The invention relates to a software and hardware integrated accelerator and an implementation method for the same. A large number multiplication accelerator is additionally connected onto a processor, hardware logic is added into the large number multiplication accelerator, data are loaded into a monocyclic multiplier from a high-speed RAM (random access memory), the added hardware logic is used for adding multiplication results and data in the target high-speed RAM, and then the multiplication results and the data are outputted to the target high-speed RAM. When the monocyclic multiplier runs, multiplication data of a next time and the data of the target RAM are simultaneously read, each operation averagely needs one cycle of multiplication, one cycle of addition and write-back of the data of the target RAM, and two cycles are needed each time. The software and hardware integrated accelerator and the implementation method have the advantages that on the basis of making full use of existing hardware resources of the processor, only a small number of hardware resources are added for processing the most time-consuming part of large number calculation, and other parts are completed by software.

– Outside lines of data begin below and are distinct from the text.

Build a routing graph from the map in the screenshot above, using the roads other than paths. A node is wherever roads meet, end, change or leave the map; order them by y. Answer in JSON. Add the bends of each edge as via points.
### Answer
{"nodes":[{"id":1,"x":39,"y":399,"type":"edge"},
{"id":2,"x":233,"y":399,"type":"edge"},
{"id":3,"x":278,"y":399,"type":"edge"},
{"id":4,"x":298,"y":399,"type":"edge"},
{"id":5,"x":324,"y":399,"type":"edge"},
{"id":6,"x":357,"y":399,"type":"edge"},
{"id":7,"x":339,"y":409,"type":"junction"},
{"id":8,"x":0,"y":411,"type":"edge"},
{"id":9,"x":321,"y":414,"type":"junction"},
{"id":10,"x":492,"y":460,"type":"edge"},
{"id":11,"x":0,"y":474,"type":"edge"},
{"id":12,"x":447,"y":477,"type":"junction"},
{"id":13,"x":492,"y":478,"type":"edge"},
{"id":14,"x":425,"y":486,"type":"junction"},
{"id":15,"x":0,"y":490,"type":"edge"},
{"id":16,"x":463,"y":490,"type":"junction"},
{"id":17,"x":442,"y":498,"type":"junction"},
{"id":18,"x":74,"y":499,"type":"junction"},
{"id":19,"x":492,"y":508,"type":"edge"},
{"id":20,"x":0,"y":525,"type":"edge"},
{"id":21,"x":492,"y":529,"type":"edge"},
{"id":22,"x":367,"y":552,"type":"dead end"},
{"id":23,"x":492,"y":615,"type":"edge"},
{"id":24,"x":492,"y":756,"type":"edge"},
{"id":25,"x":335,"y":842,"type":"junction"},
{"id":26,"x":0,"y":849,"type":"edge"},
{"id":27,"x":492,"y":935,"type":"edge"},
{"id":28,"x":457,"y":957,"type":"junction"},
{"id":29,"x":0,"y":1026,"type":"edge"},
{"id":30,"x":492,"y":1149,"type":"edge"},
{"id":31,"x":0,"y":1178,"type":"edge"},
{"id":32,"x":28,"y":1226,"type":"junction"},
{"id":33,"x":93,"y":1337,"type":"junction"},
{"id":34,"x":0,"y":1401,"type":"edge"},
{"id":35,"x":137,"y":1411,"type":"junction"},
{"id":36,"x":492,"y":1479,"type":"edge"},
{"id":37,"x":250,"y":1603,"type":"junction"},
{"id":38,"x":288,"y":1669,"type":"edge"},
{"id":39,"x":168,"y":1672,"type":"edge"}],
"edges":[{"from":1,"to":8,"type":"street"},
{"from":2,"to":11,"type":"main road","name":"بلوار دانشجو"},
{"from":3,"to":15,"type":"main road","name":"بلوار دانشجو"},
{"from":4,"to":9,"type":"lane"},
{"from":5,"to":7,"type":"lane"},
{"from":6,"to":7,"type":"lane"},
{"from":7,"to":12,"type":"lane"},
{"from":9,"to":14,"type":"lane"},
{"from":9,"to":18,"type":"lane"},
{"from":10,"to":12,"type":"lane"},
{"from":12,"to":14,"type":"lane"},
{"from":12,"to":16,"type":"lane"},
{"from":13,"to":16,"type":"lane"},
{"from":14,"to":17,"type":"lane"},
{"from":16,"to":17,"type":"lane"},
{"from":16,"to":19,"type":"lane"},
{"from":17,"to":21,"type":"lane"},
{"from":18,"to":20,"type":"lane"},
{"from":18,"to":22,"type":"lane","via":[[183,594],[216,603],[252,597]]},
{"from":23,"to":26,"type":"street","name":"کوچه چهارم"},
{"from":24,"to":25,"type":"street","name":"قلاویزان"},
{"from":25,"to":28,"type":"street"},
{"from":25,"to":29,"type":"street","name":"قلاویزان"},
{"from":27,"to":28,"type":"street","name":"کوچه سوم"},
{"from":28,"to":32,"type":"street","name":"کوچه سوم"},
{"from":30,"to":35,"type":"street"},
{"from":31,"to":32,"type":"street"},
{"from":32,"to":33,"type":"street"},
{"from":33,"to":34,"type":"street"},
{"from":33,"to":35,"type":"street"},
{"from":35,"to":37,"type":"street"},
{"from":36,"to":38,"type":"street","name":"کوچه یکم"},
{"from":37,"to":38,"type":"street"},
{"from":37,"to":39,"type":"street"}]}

Therefore, when cost is only slightly increased, large number calculation is greatly accelerated, and the cost and performance are balanced.

Description

A kind of software and hardware combining accelerator and its implementation
Technical field
The present invention relates to the realization field of computing method, especially a kind of software and hardware combining accelerator and its implementation.
Background technology
Along with the development of mechanics of communication, the safety problem of information is also more and more important.How to guarantee information transmitted safety, complete sum non repudiation have become needs solution in the transmission major issue.Various information encryptions, decryption technology have appearred for this reason.

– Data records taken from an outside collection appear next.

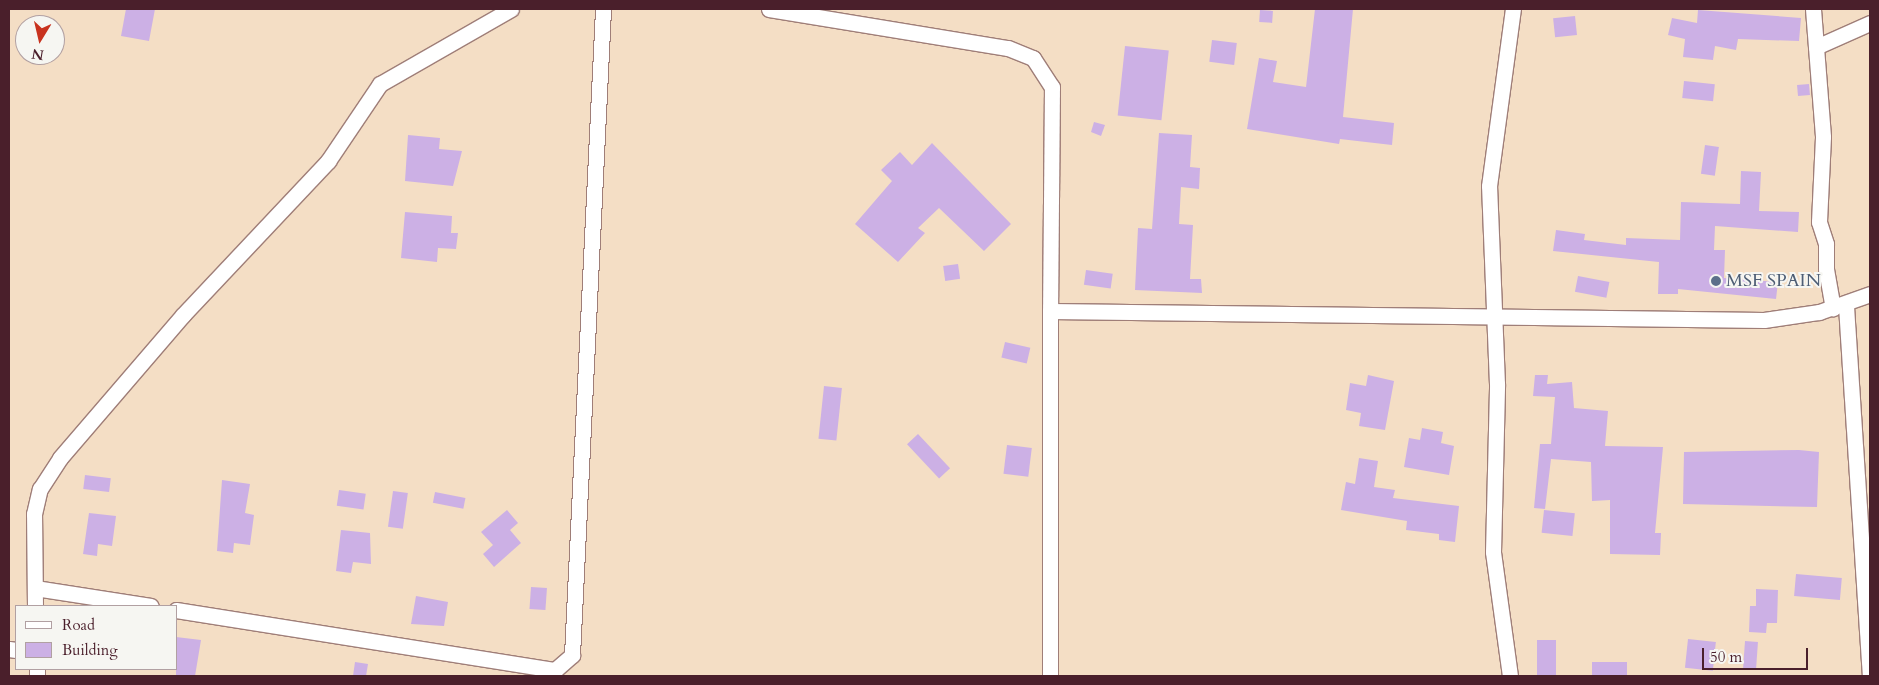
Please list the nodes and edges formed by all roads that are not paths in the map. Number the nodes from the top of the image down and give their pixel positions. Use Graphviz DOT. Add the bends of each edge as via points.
graph roads {
  1 [pos="511,9"];
  2 [pos="603,9"];
  3 [pos="769,9"];
  4 [pos="1513,9"];
  5 [pos="1813,9"];
  6 [pos="1870,23"];
  7 [pos="1816,47"];
  8 [pos="1870,294"];
  9 [pos="1840,307"];
  10 [pos="1050,311"];
  11 [pos="1493,318"];
  12 [pos="35,588"];
  13 [pos="35,605"];
  14 [pos="145,605"];
  15 [pos="178,610"];
  16 [pos="1050,676"];
  17 [pos="1510,676"];
  18 [pos="1870,676"];
  1 -- 12 [label="street" via="380,84 328,161 290,206 103,404 40,488 34,514"];
  2 -- 15 [label="street" via="572,655 555,670"];
  3 -- 10 [label="street" via="1008,48 1033,58 1052,87"];
  4 -- 11 [label="street" via="1489,186"];
  5 -- 7 [label="street"];
  6 -- 7 [label="street"];
  7 -- 9 [label="street" via="1823,137 1819,222 1826,244 1826,269"];
  8 -- 9 [label="street"];
  9 -- 11 [label="street" via="1764,320"];
  9 -- 18 [label="street"];
  10 -- 11 [label="street"];
  10 -- 16 [label="street"];
  11 -- 17 [label="street" via="1497,384 1493,552"];
  12 -- 13 [label="street"];
  12 -- 14 [label="street"];
}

The RSA public key encryption algorithm is present public key algorithm with strongest influence power.The RSA public key encryption algorithm be 1977 by Ron Rivest, Adi Shamir and LenAdleman in Massachusetts Institute Technology exploitation, it can resist all up to the present known cryptographic attacks, is recommended as the public key data encryption standard by ISO.RSA Algorithm is true based on a foolproof number theory: two big prime numbers are multiplied each other very easily, but it is extremely difficult to want that at that time its product is carried out factorization, and therefore can product is open as encryption key.The data that comprise in the RSA Algorithm all are very large, and more greatly then difficulty is cracked more, generally all have 512 with binary representation, 1024, even 2048, we are referred to as big number such number.The ECC algorithm also is a kind of public key algorithm, and we do not do elaboration concrete principle, and wherein the data of computing also are big numbers.Also have occasions such as other enciphering and deciphering algorithms, all need carry out the computing of counting greatly.
32 of general processor word sizes, or 64 are far smaller than the figure place of big number, thereby can't directly carry out the direct calculating of number greatly.The big number because figure place is many, the operand that causes big number to calculate is very big, and but employing software is realized the computing (Fig. 1) of big number is with low cost because operand is big; Speed is slow; Performance is low, and is high to processor requirement, in some occasion (for example: be unacceptable Embedded Application).If hardware is realized fully, adopt hardware to realize that big number computing (Fig. 2) speed can be very fast, performance is high, but the hardware resource that needs is more, and promptly cost can be than higher.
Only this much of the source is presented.